-- THE TASK --
Count the lines below with the string "edges" in them. Only the number should be given.

Stored data:
****************
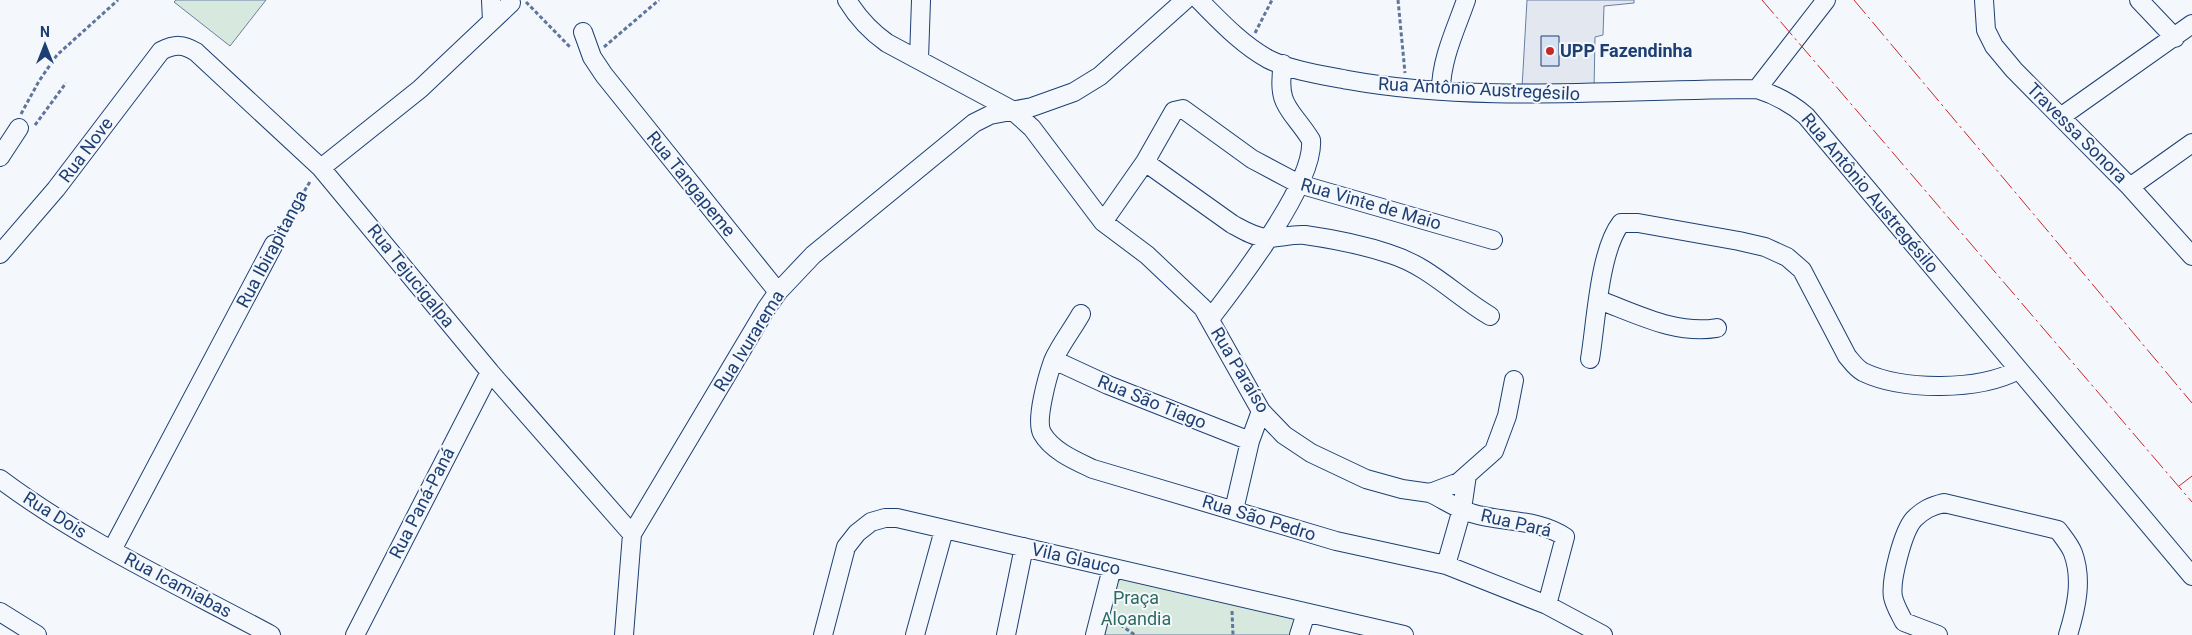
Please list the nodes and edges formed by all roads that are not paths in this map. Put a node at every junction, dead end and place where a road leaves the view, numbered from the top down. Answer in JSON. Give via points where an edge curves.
{"nodes":[{"id":1,"x":491,"y":0,"type":"edge"},
{"id":2,"x":848,"y":0,"type":"edge"},
{"id":3,"x":921,"y":0,"type":"edge"},
{"id":4,"x":1185,"y":0,"type":"edge"},
{"id":5,"x":1199,"y":0,"type":"edge"},
{"id":6,"x":1466,"y":0,"type":"edge"},
{"id":7,"x":1826,"y":0,"type":"edge"},
{"id":8,"x":1984,"y":0,"type":"edge"},
{"id":9,"x":2139,"y":0,"type":"edge"},
{"id":10,"x":511,"y":3,"type":"road end"},
{"id":11,"x":492,"y":20,"type":"junction"},
{"id":12,"x":2192,"y":24,"type":"edge"},
{"id":13,"x":583,"y":32,"type":"dead end"},
{"id":14,"x":2175,"y":38,"type":"junction"},
{"id":15,"x":171,"y":46,"type":"joint"},
{"id":16,"x":919,"y":59,"type":"junction"},
{"id":17,"x":1283,"y":64,"type":"junction"},
{"id":18,"x":1757,"y":89,"type":"junction"},
{"id":19,"x":1441,"y":90,"type":"junction"},
{"id":20,"x":1012,"y":110,"type":"junction"},
{"id":21,"x":2062,"y":116,"type":"junction"},
{"id":22,"x":19,"y":128,"type":"road end"},
{"id":23,"x":2192,"y":143,"type":"edge"},
{"id":24,"x":0,"y":157,"type":"edge"},
{"id":25,"x":1145,"y":162,"type":"junction"},
{"id":26,"x":321,"y":168,"type":"junction"},
{"id":27,"x":1299,"y":184,"type":"junction"},
{"id":28,"x":2130,"y":187,"type":"junction"},
{"id":29,"x":1103,"y":222,"type":"junction"},
{"id":30,"x":1268,"y":238,"type":"junction"},
{"id":31,"x":1493,"y":240,"type":"dead end"},
{"id":32,"x":3,"y":244,"type":"edge"},
{"id":33,"x":274,"y":244,"type":"road end"},
{"id":34,"x":2192,"y":256,"type":"edge"},
{"id":35,"x":778,"y":292,"type":"junction"},
{"id":36,"x":1599,"y":300,"type":"junction"},
{"id":37,"x":1081,"y":314,"type":"dead end"},
{"id":38,"x":1490,"y":316,"type":"dead end"},
{"id":39,"x":1210,"y":320,"type":"junction"},
{"id":40,"x":1717,"y":328,"type":"dead end"},
{"id":41,"x":1590,"y":359,"type":"dead end"},
{"id":42,"x":1054,"y":360,"type":"junction"},
{"id":43,"x":2018,"y":370,"type":"junction"},
{"id":44,"x":490,"y":372,"type":"junction"},
{"id":45,"x":1514,"y":380,"type":"dead end"},
{"id":46,"x":1261,"y":410,"type":"junction"},
{"id":47,"x":1250,"y":442,"type":"junction"},
{"id":48,"x":1467,"y":475,"type":"junction"},
{"id":49,"x":0,"y":479,"type":"edge"},
{"id":50,"x":1430,"y":493,"type":"junction"},
{"id":51,"x":1462,"y":509,"type":"junction"},
{"id":52,"x":1234,"y":510,"type":"junction"},
{"id":53,"x":944,"y":530,"type":"junction"},
{"id":54,"x":632,"y":534,"type":"junction"},
{"id":55,"x":1024,"y":547,"type":"junction"},
{"id":56,"x":112,"y":550,"type":"junction"},
{"id":57,"x":1446,"y":565,"type":"junction"},
{"id":58,"x":1112,"y":568,"type":"junction"},
{"id":59,"x":2192,"y":576,"type":"edge"},
{"id":60,"x":1546,"y":605,"type":"junction"},
{"id":61,"x":0,"y":612,"type":"edge"},
{"id":62,"x":1306,"y":613,"type":"junction"},
{"id":63,"x":37,"y":635,"type":"edge"},
{"id":64,"x":271,"y":635,"type":"edge"},
{"id":65,"x":355,"y":635,"type":"edge"},
{"id":66,"x":624,"y":635,"type":"edge"},
{"id":67,"x":823,"y":635,"type":"edge"},
{"id":68,"x":915,"y":635,"type":"edge"},
{"id":69,"x":1006,"y":635,"type":"edge"},
{"id":70,"x":1095,"y":635,"type":"edge"},
{"id":71,"x":1300,"y":635,"type":"edge"},
{"id":72,"x":1404,"y":635,"type":"edge"},
{"id":73,"x":1602,"y":635,"type":"edge"},
{"id":74,"x":1938,"y":635,"type":"edge"},
{"id":75,"x":2068,"y":635,"type":"edge"}],
"edges":[{"from":1,"to":11,"type":"street"},
{"from":2,"to":16,"type":"street","name":"Rua Paraíso","via":[[873,34]]},
{"from":3,"to":16,"type":"street"},
{"from":4,"to":20,"type":"street","name":"Rua Ivurarema","via":[[1100,76],[1074,92]]},
{"from":5,"to":17,"type":"street","name":"Rua Antônio Austregésilo","via":[[1248,46]]},
{"from":6,"to":19,"type":"street","via":[[1446,55]]},
{"from":7,"to":18,"type":"street"},
{"from":8,"to":21,"type":"street","name":"Travessa Sonora","via":[[1986,30],[1994,46]]},
{"from":9,"to":14,"type":"street"},
{"from":10,"to":11,"type":"street"},
{"from":11,"to":26,"type":"street","via":[[420,89]]},
{"from":12,"to":14,"type":"street"},
{"from":13,"to":35,"type":"street","name":"Rua Tangapeme","via":[[592,57],[604,75]]},
{"from":14,"to":21,"type":"street"},
{"from":15,"to":26,"type":"street","name":"Rua Tejucigalpa","via":[[185,46],[196,52]]},
{"from":15,"to":32,"type":"street","name":"Rua Nove","via":[[150,64],[56,189]]},
{"from":16,"to":20,"type":"street","name":"Rua Paraíso"},
{"from":17,"to":19,"type":"street","name":"Rua Antônio Austregésilo","via":[[1333,77]]},
{"from":17,"to":27,"type":"street","via":[[1281,92],[1293,116],[1312,140],[1311,155]]},
{"from":18,"to":19,"type":"street","name":"Rua Antônio Austregésilo","via":[[1596,94]]},
{"from":18,"to":43,"type":"street","name":"Rua Antônio Austregésilo","via":[[1791,103],[1806,116]]},
{"from":20,"to":29,"type":"street","name":"Rua Paraíso","via":[[1032,128]]},
{"from":20,"to":35,"type":"street","name":"Rua Ivurarema","via":[[990,114],[974,122],[813,256]]},
{"from":21,"to":28,"type":"street","name":"Travessa Sonora"},
{"from":22,"to":24,"type":"street"},
{"from":23,"to":28,"type":"street"},
{"from":25,"to":27,"type":"street","name":"Rua Vinte de Maio","via":[[1174,111],[1186,110],[1252,158]]},
{"from":25,"to":29,"type":"street"},
{"from":25,"to":30,"type":"street","via":[[1232,224]]},
{"from":26,"to":44,"type":"street","name":"Rua Tejucigalpa"},
{"from":27,"to":30,"type":"street"},
{"from":27,"to":31,"type":"street","name":"Rua Vinte de Maio"},
{"from":28,"to":34,"type":"street","name":"Travessa Sonora"},
{"from":29,"to":39,"type":"street","name":"Rua Paraíso","via":[[1147,255],[1193,297]]},
{"from":30,"to":38,"type":"street","via":[[1303,235],[1392,254],[1415,264]]},
{"from":30,"to":39,"type":"street"},
{"from":33,"to":56,"type":"street","name":"Rua Ibirapitanga"},
{"from":35,"to":54,"type":"street","name":"Rua Ivurarema"},
{"from":36,"to":40,"type":"street","via":[[1674,327],[1700,331]]},
{"from":36,"to":41,"type":"street"},
{"from":36,"to":43,"type":"street","via":[[1604,266],[1616,230],[1621,223],[1638,223],[1739,241],[1765,247],[1787,257],[1802,270],[1846,356],[1864,372],[1901,383],[1933,386],[1992,381]]},
{"from":37,"to":42,"type":"street","name":"Rua São Pedro"},
{"from":39,"to":46,"type":"street","name":"Rua Paraíso"},
{"from":42,"to":47,"type":"street","name":"Rua São Tiago"},
{"from":42,"to":52,"type":"street","name":"Rua São Pedro","via":[[1040,423],[1042,433],[1068,457],[1093,469]]},
{"from":43,"to":59,"type":"street","name":"Rua Antônio Austregésilo"},
{"from":44,"to":54,"type":"street","name":"Rua Tejucigalpa"},
{"from":44,"to":65,"type":"street","name":"Rua Paná-Paná"},
{"from":45,"to":48,"type":"street","name":"Rua Paraíso","via":[[1507,416],[1494,450]]},
{"from":46,"to":47,"type":"street"},
{"from":46,"to":50,"type":"street","name":"Rua Paraíso","via":[[1284,435],[1310,453],[1366,479]]},
{"from":47,"to":52,"type":"street"},
{"from":48,"to":50,"type":"street","name":"Rua Paraíso","via":[[1459,482]]},
{"from":48,"to":51,"type":"street"},
{"from":49,"to":56,"type":"street","name":"Rua Dois"},
{"from":50,"to":51,"type":"street","name":"Rua Pará"},
{"from":51,"to":57,"type":"street"},
{"from":51,"to":60,"type":"street","name":"Rua Pará","via":[[1540,525],[1564,537]]},
{"from":52,"to":57,"type":"street","name":"Rua São Pedro","via":[[1336,541]]},
{"from":53,"to":55,"type":"street","name":"Vila Glauco"},
{"from":53,"to":67,"type":"street","name":"Vila Glauco","via":[[898,518],[885,518],[871,522],[857,533],[846,547]]},
{"from":53,"to":68,"type":"street"},
{"from":54,"to":66,"type":"street","name":"Rua Ivurarema"},
{"from":55,"to":58,"type":"street","name":"Vila Glauco"},
{"from":55,"to":69,"type":"street"},
{"from":56,"to":64,"type":"street","name":"Rua Icamiabas"},
{"from":57,"to":60,"type":"street","name":"Rua São Pedro"},
{"from":58,"to":62,"type":"street","name":"Vila Glauco"},
{"from":58,"to":70,"type":"street"},
{"from":60,"to":73,"type":"street","name":"Rua São Pedro"},
{"from":61,"to":63,"type":"street"},
{"from":62,"to":71,"type":"street"},
{"from":62,"to":72,"type":"street","name":"Vila Glauco"},
{"from":74,"to":75,"type":"street","via":[[1904,622],[1893,597],[1892,582],[1912,521],[1928,507],[1944,503],[2058,530],[2073,552],[2080,578]]}]}
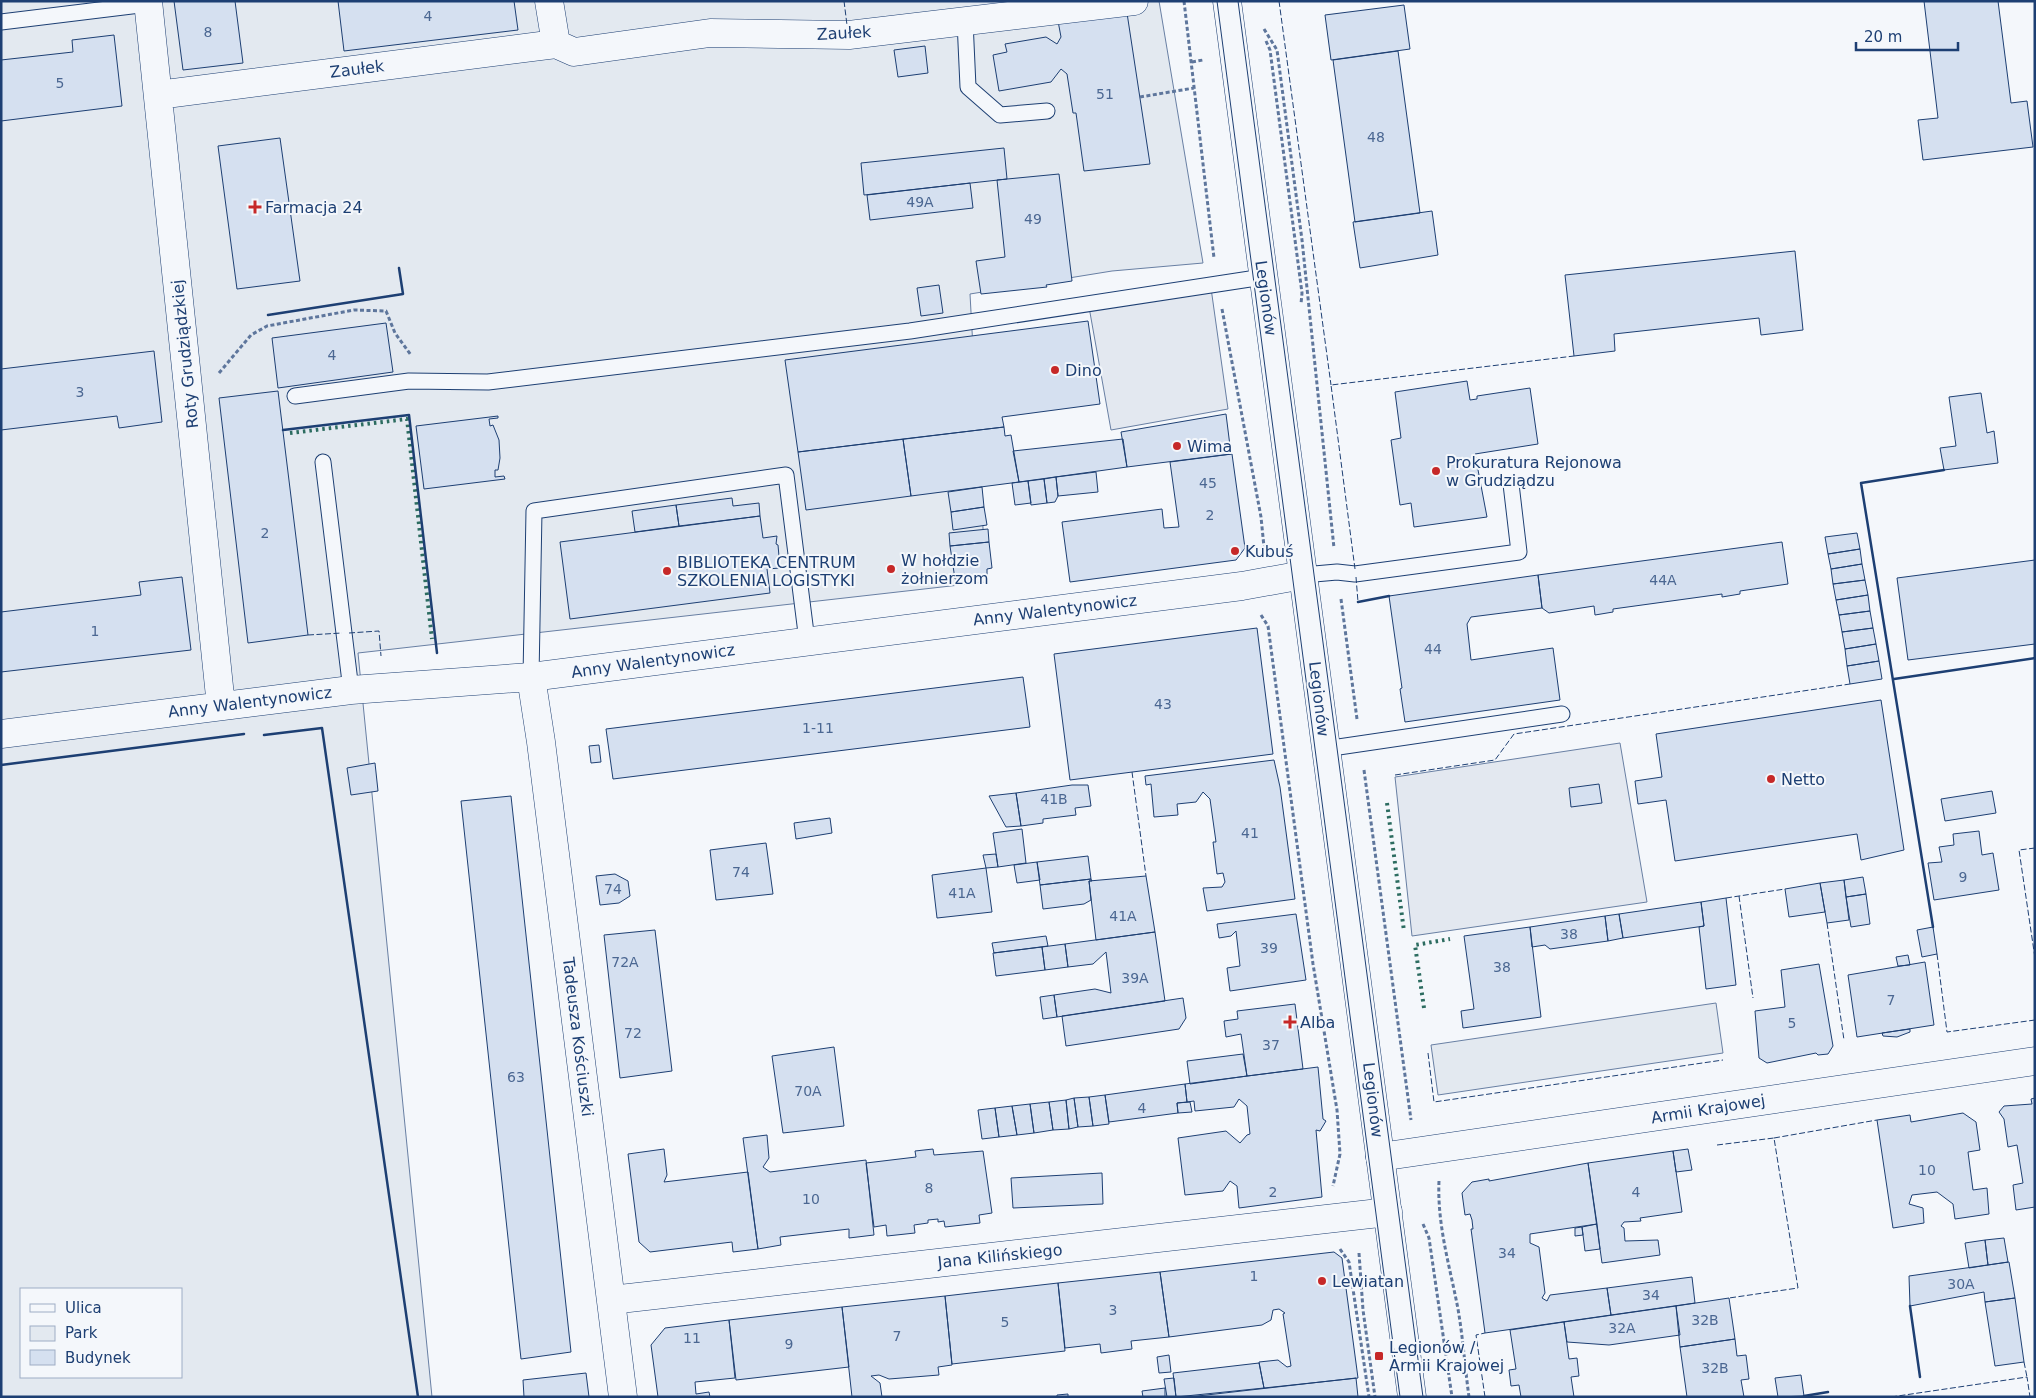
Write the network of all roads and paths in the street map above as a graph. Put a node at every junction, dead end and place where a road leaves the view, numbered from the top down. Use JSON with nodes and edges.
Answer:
{"nodes":[{"id":1,"x":549,"y":1,"type":"edge"},
{"id":2,"x":1134,"y":1,"type":"edge"},
{"id":3,"x":1227,"y":1,"type":"edge"},
{"id":4,"x":148,"y":2,"type":"edge"},
{"id":5,"x":965,"y":21,"type":"junction"},
{"id":6,"x":1,"y":22,"type":"edge"},
{"id":7,"x":1262,"y":26,"type":"dead end"},
{"id":8,"x":556,"y":44,"type":"junction"},
{"id":9,"x":1207,"y":60,"type":"dead end"},
{"id":10,"x":1192,"y":62,"type":"dead end"},
{"id":11,"x":1194,"y":88,"type":"dead end"},
{"id":12,"x":158,"y":95,"type":"junction"},
{"id":13,"x":1140,"y":97,"type":"dead end"},
{"id":14,"x":1047,"y":112,"type":"dead end"},
{"id":15,"x":1263,"y":276,"type":"junction"},
{"id":16,"x":213,"y":380,"type":"dead end"},
{"id":17,"x":447,"y":382,"type":"junction"},
{"id":18,"x":295,"y":396,"type":"dead end"},
{"id":19,"x":323,"y":462,"type":"dead end"},
{"id":20,"x":1511,"y":484,"type":"dead end"},
{"id":21,"x":1261,"y":516,"type":"dead end"},
{"id":22,"x":1258,"y":551,"type":"dead end"},
{"id":23,"x":1337,"y":572,"type":"junction"},
{"id":24,"x":1303,"y":575,"type":"junction"},
{"id":25,"x":1256,"y":612,"type":"dead end"},
{"id":26,"x":807,"y":641,"type":"junction"},
{"id":27,"x":531,"y":677,"type":"junction"},
{"id":28,"x":351,"y":690,"type":"junction"},
{"id":29,"x":221,"y":706,"type":"junction"},
{"id":30,"x":1562,"y":714,"type":"dead end"},
{"id":31,"x":1,"y":734,"type":"edge"},
{"id":32,"x":1361,"y":744,"type":"junction"},
{"id":33,"x":1325,"y":749,"type":"junction"},
{"id":34,"x":2035,"y":1061,"type":"edge"},
{"id":35,"x":1408,"y":1099,"type":"dead end"},
{"id":36,"x":1380,"y":1157,"type":"junction"},
{"id":37,"x":1332,"y":1191,"type":"dead end"},
{"id":38,"x":1438,"y":1202,"type":"dead end"},
{"id":39,"x":1388,"y":1212,"type":"junction"},
{"id":40,"x":1421,"y":1220,"type":"dead end"},
{"id":41,"x":1337,"y":1246,"type":"dead end"},
{"id":42,"x":1359,"y":1249,"type":"dead end"},
{"id":43,"x":610,"y":1300,"type":"junction"},
{"id":44,"x":624,"y":1397,"type":"edge"},
{"id":45,"x":1369,"y":1397,"type":"edge"},
{"id":46,"x":1374,"y":1397,"type":"edge"},
{"id":47,"x":1412,"y":1397,"type":"edge"},
{"id":48,"x":1452,"y":1397,"type":"edge"},
{"id":49,"x":1468,"y":1397,"type":"edge"}],
"edges":[{"from":1,"to":8,"type":"street"},
{"from":2,"to":5,"type":"street","name":"Zaułek"},
{"from":3,"to":15,"type":"street","name":"Legionów"},
{"from":4,"to":6,"type":"lane"},
{"from":4,"to":12,"type":"street","name":"Roty Grudziądzkiej"},
{"from":5,"to":8,"type":"street","name":"Zaułek"},
{"from":5,"to":14,"type":"lane"},
{"from":7,"to":23,"type":"path"},
{"from":8,"to":12,"type":"street","name":"Zaułek"},
{"from":9,"to":10,"type":"path"},
{"from":11,"to":13,"type":"path"},
{"from":12,"to":29,"type":"street","name":"Roty Grudziądzkiej"},
{"from":15,"to":17,"type":"lane"},
{"from":15,"to":24,"type":"street","name":"Legionów"},
{"from":16,"to":17,"type":"path"},
{"from":17,"to":18,"type":"lane"},
{"from":19,"to":28,"type":"lane"},
{"from":20,"to":23,"type":"lane"},
{"from":21,"to":22,"type":"path"},
{"from":23,"to":24,"type":"lane"},
{"from":23,"to":32,"type":"path"},
{"from":24,"to":26,"type":"street","name":"Anny Walentynowicz"},
{"from":24,"to":33,"type":"street","name":"Legionów"},
{"from":25,"to":37,"type":"path"},
{"from":26,"to":27,"type":"street","name":"Anny Walentynowicz"},
{"from":26,"to":27,"type":"lane"},
{"from":27,"to":28,"type":"street","name":"Anny Walentynowicz"},
{"from":27,"to":43,"type":"street","name":"Tadeusza Kościuszki"},
{"from":28,"to":29,"type":"street","name":"Anny Walentynowicz"},
{"from":29,"to":31,"type":"street","name":"Anny Walentynowicz"},
{"from":30,"to":32,"type":"lane"},
{"from":32,"to":33,"type":"lane"},
{"from":32,"to":35,"type":"path"},
{"from":33,"to":36,"type":"street","name":"Legionów"},
{"from":34,"to":36,"type":"street","name":"Armii Krajowej"},
{"from":36,"to":39,"type":"street","name":"Legionów"},
{"from":38,"to":49,"type":"path"},
{"from":39,"to":43,"type":"street","name":"Jana Kilińskiego"},
{"from":39,"to":47,"type":"street","name":"Legionów"},
{"from":40,"to":48,"type":"path"},
{"from":41,"to":45,"type":"path"},
{"from":42,"to":46,"type":"path"},
{"from":43,"to":44,"type":"street","name":"Tadeusza Kościuszki"}]}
****************
-- EXERCISE OUTPUT --
4